La forme masculine fumat est à l’origine d’une cinquantaine de toponymes avec ou sans article, au singulier comme au pluriel (Le ou Les) Fumat(s) ; on notera deux noms avec un paradoxal article féminin : La Fumat (Champclause, H.-L.) et La Fumate (Le Vigeant, Vienne). Ce terme peut servir de complément comme pour le Bois de Fumat (Villeneuve, Av.), le Prat Fumat ( Villeneuve, Av. etc. — occitan prat, « pré ») le Pech Fumat (Loubressac, Lot – occitan pech, du latin podium, « colline au sommet plat »), le Replat de la Fumat (La Forteresse, Is.) etc.
Enfin, je terminais ma réponse au lecteur cité en introduction de ce paragraphe par cette phrase « Si vous avez jadis eu un sac à dos ou une tente, vous serez peut-être surpris d’apprendre que Lafuma est d’abord un lieu-dit (avec agglutination de l’article et perte du –d– intervocalique de lafumada) ». Ce lieu-dit se trouve à Vocance, en Ardèche, tandis qu’un Pré Lafuma se trouve à Ancelle, dans les Hautes-Alpes. Mais ce nom est aussi devenu un nom de famille, porté par Alfred, Victor et Gabriel Lafuma, fondateurs en 1930 de l’entreprise du même nom.
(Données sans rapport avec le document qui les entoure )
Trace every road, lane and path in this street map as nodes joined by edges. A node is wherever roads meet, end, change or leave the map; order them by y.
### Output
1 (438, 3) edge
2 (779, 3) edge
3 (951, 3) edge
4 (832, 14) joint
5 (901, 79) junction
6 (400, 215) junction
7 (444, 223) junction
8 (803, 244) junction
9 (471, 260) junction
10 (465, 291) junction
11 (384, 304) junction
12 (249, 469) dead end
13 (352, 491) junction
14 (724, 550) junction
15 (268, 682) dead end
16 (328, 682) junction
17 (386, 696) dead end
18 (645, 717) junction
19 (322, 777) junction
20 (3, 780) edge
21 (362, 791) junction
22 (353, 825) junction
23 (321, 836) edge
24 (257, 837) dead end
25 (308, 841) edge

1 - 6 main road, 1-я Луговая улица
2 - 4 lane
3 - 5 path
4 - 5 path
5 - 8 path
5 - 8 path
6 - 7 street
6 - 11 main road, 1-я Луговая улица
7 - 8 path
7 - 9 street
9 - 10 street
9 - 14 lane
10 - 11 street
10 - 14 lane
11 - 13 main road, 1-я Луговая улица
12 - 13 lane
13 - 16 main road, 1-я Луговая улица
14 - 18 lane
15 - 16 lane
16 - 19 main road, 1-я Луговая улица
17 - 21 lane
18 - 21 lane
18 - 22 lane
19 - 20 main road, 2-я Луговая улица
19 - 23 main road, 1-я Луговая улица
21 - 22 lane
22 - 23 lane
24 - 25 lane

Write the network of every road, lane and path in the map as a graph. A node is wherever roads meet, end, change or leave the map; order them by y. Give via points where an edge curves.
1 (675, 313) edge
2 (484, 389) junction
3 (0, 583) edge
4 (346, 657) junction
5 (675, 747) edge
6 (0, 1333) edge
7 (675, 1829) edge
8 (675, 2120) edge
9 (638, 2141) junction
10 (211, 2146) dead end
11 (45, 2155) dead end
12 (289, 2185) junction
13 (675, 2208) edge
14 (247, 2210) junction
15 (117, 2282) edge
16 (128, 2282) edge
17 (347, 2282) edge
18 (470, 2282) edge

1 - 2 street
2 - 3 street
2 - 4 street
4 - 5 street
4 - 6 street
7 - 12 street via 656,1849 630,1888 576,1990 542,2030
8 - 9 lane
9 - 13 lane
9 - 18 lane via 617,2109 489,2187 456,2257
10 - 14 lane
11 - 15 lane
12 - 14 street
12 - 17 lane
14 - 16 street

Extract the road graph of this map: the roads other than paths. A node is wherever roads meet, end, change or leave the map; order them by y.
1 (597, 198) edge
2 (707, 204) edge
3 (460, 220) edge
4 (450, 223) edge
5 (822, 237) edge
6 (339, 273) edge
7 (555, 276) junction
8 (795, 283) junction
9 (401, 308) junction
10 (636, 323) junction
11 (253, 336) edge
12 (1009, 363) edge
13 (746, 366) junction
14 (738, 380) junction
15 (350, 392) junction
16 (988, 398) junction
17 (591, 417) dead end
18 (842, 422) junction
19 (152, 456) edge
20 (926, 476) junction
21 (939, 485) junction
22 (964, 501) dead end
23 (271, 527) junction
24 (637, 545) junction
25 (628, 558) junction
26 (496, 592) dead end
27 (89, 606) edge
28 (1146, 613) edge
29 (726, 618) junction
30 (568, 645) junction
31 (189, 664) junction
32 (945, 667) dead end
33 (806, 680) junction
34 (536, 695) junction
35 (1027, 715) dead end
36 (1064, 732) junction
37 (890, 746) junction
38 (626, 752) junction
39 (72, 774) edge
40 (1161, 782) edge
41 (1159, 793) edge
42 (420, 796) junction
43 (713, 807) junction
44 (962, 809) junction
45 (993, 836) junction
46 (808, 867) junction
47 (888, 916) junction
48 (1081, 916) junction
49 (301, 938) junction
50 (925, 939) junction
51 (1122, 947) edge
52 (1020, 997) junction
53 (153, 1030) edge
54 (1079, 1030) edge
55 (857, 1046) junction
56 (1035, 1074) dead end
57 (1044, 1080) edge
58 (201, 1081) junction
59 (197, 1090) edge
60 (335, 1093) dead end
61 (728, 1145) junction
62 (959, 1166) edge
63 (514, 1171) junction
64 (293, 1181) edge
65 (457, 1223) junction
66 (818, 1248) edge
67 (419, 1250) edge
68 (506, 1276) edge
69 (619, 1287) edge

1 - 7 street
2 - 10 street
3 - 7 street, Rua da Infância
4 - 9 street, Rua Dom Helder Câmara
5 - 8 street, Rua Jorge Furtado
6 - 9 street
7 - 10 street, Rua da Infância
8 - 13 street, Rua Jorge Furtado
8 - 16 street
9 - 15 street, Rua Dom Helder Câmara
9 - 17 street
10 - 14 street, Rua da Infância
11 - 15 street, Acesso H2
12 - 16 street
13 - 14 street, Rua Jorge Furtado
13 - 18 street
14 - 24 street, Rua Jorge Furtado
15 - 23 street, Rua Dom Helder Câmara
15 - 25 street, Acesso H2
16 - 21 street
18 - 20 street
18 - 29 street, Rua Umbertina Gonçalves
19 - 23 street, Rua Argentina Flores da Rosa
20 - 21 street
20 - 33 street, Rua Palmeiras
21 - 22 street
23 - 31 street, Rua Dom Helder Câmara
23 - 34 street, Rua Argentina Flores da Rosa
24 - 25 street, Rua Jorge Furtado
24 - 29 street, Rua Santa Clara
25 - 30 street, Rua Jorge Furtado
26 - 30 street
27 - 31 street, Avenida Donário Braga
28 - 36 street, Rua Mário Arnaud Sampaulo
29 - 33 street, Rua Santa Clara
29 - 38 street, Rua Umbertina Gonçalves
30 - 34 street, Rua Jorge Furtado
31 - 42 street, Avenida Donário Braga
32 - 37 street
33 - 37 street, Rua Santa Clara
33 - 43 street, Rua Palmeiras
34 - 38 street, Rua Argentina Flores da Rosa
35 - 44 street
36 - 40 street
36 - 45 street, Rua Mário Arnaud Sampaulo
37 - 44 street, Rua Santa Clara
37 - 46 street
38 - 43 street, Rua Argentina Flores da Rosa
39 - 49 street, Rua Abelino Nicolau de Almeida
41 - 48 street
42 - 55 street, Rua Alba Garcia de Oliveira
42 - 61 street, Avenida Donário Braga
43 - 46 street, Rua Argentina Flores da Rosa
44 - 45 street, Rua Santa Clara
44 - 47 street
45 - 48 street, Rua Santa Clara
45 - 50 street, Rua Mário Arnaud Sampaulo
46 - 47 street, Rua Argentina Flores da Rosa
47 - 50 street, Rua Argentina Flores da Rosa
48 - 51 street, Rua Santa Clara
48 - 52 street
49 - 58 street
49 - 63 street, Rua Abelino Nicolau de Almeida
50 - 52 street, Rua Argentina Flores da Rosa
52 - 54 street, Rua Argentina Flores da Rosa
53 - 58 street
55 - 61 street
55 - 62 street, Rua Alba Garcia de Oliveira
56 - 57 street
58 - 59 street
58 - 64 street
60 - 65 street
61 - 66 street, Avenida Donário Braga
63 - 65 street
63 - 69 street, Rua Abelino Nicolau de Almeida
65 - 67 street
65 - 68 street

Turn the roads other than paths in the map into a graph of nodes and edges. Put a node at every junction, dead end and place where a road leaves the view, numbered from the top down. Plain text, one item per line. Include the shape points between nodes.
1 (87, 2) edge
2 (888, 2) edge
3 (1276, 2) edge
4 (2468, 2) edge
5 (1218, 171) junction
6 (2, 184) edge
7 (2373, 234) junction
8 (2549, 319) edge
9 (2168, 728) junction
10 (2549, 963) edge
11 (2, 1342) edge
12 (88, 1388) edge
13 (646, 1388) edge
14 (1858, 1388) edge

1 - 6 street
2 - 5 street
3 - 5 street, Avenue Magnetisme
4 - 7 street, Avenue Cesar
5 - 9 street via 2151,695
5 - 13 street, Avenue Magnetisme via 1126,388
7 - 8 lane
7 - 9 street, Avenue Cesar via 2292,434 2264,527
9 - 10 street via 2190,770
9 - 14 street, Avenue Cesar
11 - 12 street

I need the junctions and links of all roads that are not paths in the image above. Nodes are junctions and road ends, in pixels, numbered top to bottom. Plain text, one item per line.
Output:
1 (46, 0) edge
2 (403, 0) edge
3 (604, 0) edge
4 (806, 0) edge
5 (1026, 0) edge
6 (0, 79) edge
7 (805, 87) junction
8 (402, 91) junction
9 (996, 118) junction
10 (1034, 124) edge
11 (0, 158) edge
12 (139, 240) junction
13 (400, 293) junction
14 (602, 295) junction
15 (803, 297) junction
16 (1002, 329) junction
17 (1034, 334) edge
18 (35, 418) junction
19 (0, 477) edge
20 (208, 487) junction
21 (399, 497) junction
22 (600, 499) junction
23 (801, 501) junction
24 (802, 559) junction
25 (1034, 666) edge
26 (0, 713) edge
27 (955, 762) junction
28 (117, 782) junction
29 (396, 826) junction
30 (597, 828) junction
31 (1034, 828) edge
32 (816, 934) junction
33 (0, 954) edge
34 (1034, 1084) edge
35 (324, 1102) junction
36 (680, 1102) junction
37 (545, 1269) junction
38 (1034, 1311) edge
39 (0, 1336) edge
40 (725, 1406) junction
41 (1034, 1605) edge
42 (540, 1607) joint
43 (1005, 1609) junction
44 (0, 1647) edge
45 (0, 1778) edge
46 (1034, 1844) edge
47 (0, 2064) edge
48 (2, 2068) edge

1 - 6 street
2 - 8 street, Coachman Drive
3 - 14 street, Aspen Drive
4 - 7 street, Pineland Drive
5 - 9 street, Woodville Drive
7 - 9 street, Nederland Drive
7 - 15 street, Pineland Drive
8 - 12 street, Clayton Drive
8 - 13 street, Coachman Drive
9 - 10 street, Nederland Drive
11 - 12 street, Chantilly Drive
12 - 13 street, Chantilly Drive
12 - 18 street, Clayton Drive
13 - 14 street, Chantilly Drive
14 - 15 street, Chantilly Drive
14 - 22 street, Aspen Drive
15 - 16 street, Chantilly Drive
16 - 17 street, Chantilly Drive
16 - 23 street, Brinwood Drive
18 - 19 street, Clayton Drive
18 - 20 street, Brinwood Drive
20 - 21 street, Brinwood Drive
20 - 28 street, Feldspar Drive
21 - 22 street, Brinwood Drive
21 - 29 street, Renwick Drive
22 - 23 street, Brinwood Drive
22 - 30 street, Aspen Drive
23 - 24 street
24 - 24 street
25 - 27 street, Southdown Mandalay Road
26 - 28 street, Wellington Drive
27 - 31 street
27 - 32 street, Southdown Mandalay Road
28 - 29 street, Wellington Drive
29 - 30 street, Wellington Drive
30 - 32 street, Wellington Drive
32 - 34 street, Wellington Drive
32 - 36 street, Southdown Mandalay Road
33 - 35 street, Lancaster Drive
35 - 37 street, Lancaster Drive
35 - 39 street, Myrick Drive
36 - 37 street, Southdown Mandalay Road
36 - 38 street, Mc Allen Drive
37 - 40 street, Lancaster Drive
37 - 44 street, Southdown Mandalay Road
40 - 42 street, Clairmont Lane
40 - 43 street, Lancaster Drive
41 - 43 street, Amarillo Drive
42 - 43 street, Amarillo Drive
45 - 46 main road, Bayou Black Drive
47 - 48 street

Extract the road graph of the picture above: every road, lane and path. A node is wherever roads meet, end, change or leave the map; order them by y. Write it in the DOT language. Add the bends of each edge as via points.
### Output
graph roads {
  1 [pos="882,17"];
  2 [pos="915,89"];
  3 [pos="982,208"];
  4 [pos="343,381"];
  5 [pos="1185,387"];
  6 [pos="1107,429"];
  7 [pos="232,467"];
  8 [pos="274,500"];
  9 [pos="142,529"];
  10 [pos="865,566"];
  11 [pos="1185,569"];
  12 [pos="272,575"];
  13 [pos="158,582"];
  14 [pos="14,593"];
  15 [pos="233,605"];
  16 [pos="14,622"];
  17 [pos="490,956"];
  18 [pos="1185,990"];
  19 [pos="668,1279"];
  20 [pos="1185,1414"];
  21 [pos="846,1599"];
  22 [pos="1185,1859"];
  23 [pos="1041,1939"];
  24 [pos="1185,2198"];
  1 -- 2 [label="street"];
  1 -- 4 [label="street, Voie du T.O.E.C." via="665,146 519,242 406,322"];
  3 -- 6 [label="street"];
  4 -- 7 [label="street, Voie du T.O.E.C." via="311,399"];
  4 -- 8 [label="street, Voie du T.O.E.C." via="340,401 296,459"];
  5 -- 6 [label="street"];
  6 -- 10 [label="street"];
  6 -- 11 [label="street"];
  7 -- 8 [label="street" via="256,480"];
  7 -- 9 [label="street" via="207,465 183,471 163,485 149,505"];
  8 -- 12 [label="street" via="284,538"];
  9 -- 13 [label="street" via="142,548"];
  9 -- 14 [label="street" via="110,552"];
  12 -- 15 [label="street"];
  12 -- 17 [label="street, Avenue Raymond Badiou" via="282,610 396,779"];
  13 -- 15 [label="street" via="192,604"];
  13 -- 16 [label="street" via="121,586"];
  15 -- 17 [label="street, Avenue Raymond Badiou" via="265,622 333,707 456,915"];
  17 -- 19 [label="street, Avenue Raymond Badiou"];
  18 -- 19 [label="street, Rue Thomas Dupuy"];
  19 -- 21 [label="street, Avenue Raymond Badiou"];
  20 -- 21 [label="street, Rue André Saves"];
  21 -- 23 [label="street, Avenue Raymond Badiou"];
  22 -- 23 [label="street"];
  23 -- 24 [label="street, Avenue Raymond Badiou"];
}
Il conviendra de faire attention à d’autres sens qu’a pu prendre fumade comme par exemple pour Peyrefumade (Larche, Corrèze) qui est une « pierre de couleur sombre ».
Migayre
En rouergat, le migon est le crottin de brebis en couche compacte, propre à être enlevé pour fumer champs et jardins. Ce terme est à l’origine de noms de famille Migayre et Migayron (formes graphiques) et Migayrou et Migairou (formes phonétiques). Le migaire était le berger chargé de la fumada, tandis que le migairon en était le diminutif, désignant peut-être l’aide berger. L’un ou l’autre pouvaient également désigner le lieu de pacage des brebis, le terrain fréquemment fumé par le troupeau. C’est ainsi qu’on trouve La Migaire à Chanac (Loz.), Les Migairas à Saint-Genès-Champanelle (P.-de-D.) et Migayroux et Migayroux Nord à Bertholène (Av. — attesté Migairo en 1108).

La devinette
Il vous faudra trouver un toponyme de France métropolitaine lié à un des mots étudiés dans le billet. Après quelques hésitations sur sa graphie, ce nom est aujourd’hui écrit avec une orthographe non étymologique.
La commune qui l’abrite est aujourd’hui intégrée dans un ensemble qui porte un nom topographique rappelant la montagne proche. Son nom à elle est issu de celui d’un homme latin accompagné d’un suffixe lui aussi latin. Elle a été citée à plusieurs reprises sur ce blog, à propos d’une pente raide et de deux arbres d’altitude.
Le chef-lieu de canton, également cité ici à propos d’un des deux arbres, porte un nom issu de celui d’un homme germanique, suffixé au féminin.
Le chef-lieu d’arrondissement a été cité ici lui aussi à plusieurs reprises et son nom expliqué, comme celui du pays dans lequel il se trouve. Ce pays a porté deux noms : d’abord un nom de personne gaulois puis un nom d’homme latin, suffixés de manière différente.